■ Instructions to follow ■
Show every line of the data below that includes the word "Boulevard".
________________________
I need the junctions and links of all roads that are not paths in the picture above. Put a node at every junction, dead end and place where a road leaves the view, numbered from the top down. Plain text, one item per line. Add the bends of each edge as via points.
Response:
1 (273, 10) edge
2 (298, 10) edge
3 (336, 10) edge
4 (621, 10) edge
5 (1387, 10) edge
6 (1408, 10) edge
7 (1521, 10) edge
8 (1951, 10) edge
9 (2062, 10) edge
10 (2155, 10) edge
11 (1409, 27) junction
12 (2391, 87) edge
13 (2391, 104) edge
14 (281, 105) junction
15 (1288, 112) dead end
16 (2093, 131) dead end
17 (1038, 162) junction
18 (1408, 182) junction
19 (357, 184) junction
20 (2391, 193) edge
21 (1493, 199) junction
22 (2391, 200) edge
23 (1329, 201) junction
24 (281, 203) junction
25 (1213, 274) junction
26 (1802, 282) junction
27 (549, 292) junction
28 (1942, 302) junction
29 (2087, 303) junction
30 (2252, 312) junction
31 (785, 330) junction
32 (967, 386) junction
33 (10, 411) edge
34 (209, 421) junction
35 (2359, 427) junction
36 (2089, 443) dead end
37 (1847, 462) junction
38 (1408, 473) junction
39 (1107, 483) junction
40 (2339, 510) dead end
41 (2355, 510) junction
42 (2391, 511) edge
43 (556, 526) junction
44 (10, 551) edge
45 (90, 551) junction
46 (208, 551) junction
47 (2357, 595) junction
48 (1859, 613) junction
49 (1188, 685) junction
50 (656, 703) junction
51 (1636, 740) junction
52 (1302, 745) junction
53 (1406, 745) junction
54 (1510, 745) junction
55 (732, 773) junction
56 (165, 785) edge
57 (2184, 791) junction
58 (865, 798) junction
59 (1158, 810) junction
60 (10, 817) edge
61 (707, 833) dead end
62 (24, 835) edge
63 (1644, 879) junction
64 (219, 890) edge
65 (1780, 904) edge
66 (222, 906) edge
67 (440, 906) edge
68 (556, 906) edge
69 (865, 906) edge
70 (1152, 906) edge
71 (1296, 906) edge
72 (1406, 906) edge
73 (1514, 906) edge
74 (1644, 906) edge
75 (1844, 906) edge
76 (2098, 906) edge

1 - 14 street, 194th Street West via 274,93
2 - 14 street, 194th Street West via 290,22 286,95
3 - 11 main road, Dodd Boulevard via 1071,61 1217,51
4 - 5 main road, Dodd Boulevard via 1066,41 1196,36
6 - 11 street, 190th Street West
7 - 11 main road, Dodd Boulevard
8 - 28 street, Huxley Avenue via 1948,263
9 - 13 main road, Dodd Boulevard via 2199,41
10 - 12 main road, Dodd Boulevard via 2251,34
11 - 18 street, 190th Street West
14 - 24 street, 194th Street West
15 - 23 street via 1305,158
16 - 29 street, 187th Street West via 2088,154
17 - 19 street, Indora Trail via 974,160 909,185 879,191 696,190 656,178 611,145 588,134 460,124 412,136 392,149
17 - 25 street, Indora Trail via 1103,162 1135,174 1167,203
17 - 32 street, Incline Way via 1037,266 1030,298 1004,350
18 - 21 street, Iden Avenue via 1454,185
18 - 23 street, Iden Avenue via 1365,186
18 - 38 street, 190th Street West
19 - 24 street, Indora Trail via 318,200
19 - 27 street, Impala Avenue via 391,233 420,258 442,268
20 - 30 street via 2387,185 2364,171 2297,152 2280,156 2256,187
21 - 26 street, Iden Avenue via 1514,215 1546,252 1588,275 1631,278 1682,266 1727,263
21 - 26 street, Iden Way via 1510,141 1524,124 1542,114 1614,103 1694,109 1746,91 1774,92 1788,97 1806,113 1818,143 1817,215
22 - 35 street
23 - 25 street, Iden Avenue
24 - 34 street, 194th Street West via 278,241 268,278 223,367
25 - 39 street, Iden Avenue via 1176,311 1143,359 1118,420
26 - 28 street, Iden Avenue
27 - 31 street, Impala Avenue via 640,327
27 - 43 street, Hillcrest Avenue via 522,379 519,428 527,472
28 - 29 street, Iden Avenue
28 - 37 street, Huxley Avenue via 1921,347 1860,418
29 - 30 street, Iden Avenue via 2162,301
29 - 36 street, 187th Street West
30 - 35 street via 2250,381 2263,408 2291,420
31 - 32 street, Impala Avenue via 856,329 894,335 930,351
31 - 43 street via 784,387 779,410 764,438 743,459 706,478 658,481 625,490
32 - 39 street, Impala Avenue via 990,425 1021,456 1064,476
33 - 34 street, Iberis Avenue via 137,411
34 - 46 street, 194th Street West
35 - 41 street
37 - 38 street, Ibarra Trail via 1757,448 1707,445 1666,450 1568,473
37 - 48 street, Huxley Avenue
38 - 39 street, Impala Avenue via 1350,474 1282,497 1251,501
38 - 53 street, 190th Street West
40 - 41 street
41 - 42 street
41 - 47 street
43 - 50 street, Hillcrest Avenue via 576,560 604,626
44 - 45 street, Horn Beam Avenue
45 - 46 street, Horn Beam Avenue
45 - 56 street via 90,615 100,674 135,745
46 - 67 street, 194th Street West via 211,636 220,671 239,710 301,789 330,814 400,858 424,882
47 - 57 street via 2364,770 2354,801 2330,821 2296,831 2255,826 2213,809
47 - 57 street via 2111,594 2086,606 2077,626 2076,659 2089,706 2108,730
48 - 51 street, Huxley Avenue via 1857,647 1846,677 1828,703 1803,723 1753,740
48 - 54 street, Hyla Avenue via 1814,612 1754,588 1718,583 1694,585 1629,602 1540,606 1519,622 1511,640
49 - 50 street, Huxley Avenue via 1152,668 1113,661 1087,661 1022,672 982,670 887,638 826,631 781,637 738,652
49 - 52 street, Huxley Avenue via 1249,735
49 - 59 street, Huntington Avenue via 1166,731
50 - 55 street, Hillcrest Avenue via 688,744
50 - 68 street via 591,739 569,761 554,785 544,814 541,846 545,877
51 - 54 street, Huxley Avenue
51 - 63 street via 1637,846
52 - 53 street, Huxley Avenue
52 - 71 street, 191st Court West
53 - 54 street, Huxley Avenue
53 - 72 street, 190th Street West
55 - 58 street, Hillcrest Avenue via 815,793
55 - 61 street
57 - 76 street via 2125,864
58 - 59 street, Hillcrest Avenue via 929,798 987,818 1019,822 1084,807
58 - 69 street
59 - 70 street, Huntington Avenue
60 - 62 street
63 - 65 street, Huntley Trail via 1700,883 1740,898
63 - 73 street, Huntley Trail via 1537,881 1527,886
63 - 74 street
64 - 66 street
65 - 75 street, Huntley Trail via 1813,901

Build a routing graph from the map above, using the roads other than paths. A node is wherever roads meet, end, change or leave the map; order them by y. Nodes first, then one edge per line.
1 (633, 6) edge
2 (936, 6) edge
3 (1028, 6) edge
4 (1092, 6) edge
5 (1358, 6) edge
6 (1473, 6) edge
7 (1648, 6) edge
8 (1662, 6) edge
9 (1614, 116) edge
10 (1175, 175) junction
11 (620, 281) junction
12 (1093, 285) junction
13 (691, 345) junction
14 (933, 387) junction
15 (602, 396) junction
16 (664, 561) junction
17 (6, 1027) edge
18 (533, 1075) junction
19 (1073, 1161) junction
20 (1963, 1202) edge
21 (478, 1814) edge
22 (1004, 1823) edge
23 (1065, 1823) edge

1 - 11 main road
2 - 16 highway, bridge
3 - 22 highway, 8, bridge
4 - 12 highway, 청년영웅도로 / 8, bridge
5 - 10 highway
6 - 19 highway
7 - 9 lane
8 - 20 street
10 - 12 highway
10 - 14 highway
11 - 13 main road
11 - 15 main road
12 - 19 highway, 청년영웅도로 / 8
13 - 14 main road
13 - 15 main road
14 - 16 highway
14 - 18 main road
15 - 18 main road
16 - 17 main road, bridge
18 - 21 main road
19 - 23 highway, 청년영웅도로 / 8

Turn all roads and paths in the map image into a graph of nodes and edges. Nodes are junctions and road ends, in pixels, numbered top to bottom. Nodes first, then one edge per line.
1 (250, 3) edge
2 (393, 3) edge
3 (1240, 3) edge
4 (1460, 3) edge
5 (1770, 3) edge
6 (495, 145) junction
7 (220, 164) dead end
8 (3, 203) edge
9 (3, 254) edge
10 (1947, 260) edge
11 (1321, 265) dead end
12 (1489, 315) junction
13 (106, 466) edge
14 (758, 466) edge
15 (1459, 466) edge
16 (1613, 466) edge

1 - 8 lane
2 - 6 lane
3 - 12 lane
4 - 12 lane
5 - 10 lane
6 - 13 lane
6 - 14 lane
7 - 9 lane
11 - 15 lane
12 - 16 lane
________________________
■ Reply ■
3 - 11 main road, Dodd Boulevard via 1071,61 1217,51
4 - 5 main road, Dodd Boulevard via 1066,41 1196,36
7 - 11 main road, Dodd Boulevard
9 - 13 main road, Dodd Boulevard via 2199,41
10 - 12 main road, Dodd Boulevard via 2251,34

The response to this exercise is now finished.